The primordial example (and in practice, one of the most convenient) is Baire space $B$, viz. the space of irrational real numbers between $0$ and $1$, with the subspace topology inherited from the real line. This is obviously not complete with respect to the metric induced from the real line, but it is homeomorphic to the product space $\mathbb{N}^\mathbb{N}$ via regular continued fraction expansions, and the latter is metrizable by a complete metric where the distance between two sequences $a = (a_1, a_2, \ldots)$ and $b = (b_1, b_2, \ldots)$ of positive integers is given by the formula $d(a, b) = 1/2^n$ where $n$ is the least integer such that $a_n \neq b_n$. A countable dense subset is given by continued fractions that eventually repeat (quadratic surds).

The convenience of Baire space is attested to by the fact that in descriptive set theory?, a “real number” is often taken to mean just a point of Baire space. See also Theorem 2 below.

## Properties

Much of the material here is adapted from Marker, who in turn cites the text by Kechris as a main source.

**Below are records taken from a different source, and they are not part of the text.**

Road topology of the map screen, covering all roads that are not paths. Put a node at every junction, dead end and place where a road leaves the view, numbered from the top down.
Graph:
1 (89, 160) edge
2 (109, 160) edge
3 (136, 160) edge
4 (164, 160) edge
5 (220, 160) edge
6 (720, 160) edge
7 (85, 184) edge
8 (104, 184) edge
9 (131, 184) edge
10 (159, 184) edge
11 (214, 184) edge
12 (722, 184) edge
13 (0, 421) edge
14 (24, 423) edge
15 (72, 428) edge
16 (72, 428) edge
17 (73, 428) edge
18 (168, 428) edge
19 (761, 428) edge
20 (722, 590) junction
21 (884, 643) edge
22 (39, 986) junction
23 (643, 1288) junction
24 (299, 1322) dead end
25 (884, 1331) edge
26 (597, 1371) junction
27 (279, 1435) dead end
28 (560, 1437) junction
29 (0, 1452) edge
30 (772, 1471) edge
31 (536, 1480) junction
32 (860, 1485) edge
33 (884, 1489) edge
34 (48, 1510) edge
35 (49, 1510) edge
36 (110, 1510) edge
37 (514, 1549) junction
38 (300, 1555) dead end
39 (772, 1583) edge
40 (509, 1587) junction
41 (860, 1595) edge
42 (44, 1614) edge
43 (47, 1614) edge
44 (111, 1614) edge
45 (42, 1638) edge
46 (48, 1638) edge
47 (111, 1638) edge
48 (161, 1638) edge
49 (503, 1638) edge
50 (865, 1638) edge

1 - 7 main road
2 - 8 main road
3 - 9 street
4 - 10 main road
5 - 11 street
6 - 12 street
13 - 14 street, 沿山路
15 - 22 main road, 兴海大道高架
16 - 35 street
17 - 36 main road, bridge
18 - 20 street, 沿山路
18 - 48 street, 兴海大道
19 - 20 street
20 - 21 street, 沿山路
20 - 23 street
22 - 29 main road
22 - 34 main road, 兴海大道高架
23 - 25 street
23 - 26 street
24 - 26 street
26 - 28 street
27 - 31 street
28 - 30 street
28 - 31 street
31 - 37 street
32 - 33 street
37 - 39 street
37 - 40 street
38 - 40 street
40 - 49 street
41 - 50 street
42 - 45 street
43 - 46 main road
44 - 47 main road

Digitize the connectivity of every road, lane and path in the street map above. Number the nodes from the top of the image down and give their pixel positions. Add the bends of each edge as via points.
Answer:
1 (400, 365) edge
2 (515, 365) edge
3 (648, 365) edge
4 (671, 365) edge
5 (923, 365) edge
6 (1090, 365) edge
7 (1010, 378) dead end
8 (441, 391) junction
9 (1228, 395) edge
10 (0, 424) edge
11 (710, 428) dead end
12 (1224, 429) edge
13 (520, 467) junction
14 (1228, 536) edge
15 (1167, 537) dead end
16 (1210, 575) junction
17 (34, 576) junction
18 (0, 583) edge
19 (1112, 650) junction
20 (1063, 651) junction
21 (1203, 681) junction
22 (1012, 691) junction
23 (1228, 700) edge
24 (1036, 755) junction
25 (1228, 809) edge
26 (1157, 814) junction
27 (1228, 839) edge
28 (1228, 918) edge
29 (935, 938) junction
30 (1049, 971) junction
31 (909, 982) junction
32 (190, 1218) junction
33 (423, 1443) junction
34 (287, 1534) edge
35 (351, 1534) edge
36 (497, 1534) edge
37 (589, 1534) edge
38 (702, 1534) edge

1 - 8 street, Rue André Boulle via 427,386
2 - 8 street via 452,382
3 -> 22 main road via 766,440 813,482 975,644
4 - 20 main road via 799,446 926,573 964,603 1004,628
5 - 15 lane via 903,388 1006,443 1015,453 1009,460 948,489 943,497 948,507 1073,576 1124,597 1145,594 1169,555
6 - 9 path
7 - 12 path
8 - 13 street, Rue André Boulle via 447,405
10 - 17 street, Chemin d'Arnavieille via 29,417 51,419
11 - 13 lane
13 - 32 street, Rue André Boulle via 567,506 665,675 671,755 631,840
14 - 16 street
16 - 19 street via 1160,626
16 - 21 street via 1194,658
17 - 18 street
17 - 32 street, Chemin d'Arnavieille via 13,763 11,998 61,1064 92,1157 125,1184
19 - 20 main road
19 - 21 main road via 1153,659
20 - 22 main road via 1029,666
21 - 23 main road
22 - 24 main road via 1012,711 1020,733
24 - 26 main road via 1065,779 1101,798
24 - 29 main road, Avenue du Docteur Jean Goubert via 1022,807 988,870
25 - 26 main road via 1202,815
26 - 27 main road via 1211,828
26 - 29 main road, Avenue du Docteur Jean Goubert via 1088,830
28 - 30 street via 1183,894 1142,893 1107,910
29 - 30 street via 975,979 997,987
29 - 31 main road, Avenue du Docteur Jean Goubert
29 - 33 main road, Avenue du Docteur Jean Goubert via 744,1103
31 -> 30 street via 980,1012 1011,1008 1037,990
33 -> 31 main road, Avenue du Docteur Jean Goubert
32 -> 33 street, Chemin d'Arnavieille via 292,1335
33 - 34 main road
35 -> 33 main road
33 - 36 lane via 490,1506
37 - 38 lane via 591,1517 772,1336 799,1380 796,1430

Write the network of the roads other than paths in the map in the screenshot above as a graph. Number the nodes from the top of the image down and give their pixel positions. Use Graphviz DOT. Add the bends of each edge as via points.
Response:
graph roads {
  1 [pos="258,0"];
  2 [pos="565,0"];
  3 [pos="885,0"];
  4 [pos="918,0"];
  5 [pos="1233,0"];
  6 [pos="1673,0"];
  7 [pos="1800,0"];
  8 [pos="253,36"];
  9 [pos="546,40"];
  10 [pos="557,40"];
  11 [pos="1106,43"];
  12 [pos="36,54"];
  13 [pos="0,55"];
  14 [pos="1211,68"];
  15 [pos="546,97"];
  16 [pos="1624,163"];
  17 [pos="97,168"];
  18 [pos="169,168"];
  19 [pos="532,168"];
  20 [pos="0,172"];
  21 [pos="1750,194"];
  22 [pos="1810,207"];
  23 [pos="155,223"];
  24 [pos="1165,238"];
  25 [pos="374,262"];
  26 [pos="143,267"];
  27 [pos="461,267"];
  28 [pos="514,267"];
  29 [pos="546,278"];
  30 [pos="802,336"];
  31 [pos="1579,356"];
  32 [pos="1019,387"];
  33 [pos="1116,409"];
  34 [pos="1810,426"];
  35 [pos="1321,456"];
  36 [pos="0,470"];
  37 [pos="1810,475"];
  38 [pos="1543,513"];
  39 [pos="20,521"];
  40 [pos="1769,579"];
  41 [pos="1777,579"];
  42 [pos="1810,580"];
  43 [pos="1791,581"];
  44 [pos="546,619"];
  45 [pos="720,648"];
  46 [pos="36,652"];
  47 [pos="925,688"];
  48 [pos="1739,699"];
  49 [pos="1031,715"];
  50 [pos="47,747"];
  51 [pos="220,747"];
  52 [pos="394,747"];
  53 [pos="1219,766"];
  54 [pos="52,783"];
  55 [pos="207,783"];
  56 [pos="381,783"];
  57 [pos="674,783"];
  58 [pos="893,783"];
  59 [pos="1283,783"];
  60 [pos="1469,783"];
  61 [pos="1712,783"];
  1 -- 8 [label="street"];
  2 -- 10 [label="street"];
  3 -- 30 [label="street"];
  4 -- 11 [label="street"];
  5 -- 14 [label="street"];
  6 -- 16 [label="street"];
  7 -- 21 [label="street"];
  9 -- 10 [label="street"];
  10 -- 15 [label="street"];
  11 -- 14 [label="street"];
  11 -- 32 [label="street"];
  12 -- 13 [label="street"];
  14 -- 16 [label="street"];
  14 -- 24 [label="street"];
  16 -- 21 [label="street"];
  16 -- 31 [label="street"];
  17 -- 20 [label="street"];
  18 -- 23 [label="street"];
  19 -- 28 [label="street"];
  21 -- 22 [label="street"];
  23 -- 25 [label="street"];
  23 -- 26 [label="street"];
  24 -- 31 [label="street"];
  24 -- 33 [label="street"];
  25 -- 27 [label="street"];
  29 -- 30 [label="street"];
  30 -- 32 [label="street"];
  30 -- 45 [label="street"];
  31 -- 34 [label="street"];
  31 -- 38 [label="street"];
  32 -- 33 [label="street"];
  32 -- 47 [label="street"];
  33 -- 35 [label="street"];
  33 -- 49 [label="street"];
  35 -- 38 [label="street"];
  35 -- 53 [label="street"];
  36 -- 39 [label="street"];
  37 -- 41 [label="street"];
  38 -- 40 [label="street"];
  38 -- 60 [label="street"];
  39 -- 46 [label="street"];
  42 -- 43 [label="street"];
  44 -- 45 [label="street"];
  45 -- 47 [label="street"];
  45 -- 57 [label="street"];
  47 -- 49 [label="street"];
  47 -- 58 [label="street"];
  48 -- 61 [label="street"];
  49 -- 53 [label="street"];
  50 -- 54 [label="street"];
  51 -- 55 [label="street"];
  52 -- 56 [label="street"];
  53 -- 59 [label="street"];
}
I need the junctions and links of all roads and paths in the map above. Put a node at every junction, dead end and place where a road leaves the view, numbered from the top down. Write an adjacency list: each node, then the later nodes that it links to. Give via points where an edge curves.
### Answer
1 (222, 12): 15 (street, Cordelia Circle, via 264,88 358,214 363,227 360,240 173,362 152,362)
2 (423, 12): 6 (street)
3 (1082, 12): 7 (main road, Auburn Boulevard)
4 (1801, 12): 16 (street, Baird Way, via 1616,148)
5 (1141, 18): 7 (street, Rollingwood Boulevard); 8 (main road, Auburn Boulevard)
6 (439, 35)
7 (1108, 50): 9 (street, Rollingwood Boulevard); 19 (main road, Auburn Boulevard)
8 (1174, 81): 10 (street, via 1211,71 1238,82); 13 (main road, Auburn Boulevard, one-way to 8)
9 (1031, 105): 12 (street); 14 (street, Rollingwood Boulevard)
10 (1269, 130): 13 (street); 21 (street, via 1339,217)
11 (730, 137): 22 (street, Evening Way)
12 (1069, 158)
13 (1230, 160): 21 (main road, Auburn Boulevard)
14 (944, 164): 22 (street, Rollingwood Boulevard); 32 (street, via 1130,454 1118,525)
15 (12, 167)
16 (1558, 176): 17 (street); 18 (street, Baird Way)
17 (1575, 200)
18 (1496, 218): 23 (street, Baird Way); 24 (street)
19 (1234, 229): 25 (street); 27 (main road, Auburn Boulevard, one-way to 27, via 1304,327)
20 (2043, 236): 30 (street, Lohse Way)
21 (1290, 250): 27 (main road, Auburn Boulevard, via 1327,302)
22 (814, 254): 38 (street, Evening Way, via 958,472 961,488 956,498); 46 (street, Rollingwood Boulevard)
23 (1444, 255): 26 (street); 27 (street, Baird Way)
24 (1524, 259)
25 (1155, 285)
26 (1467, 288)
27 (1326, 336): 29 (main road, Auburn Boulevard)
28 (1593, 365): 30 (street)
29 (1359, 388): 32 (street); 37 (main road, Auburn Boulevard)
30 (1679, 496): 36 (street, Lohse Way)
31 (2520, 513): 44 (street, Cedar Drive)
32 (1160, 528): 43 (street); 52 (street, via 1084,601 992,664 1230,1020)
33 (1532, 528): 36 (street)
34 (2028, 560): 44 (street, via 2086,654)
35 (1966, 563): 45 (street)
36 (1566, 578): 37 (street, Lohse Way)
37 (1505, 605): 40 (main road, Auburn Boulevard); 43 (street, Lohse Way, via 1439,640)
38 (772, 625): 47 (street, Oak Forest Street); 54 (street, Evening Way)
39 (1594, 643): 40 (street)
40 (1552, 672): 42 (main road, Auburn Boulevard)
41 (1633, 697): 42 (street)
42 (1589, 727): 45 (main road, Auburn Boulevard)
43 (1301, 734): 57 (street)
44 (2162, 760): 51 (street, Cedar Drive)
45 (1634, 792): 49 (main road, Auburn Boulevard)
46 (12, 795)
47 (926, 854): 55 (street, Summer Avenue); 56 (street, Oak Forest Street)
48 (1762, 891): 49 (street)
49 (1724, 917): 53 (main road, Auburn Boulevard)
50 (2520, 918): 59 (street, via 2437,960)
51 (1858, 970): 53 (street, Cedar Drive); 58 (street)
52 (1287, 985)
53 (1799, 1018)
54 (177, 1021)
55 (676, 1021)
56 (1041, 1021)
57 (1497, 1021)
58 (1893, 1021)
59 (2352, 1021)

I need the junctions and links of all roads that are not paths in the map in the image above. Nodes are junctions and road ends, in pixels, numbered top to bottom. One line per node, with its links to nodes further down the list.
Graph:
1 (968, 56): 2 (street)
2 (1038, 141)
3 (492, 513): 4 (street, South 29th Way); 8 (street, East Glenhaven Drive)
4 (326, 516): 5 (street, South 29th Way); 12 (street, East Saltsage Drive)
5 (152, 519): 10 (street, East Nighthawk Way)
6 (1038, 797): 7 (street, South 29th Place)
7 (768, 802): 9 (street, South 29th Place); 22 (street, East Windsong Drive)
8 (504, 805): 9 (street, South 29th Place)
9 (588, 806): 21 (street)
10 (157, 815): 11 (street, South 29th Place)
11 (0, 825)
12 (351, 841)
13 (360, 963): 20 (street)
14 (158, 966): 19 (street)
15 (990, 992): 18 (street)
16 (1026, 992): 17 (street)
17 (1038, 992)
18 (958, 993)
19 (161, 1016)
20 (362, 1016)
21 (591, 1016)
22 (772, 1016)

• A countable product $X = \prod_n X_n$ of Polish spaces is Polish. Indeed, each $X_n$ is metrizable by a complete metric $d_n$ that takes values in $[0, 1]$, and then we may define another such complete metric on $X$ by
$d(f, g) = \sum_n \frac1{2^{n+1}} d_n(f(n), g(n)).$

The metric topology on $X$ coincides with the product topology.

In particular, the Hilbert cube $[0, 1]^\mathbb{N}$ is Polish.

• A subspace of a Polish space $X$ is Polish iff it is a G-delta set of $X$. See Marker, Theorem 1.33.

### “Universal” Polish spaces

###### Proposition

Any Polish space is homeomorphic to a subspace of the Hilbert cube.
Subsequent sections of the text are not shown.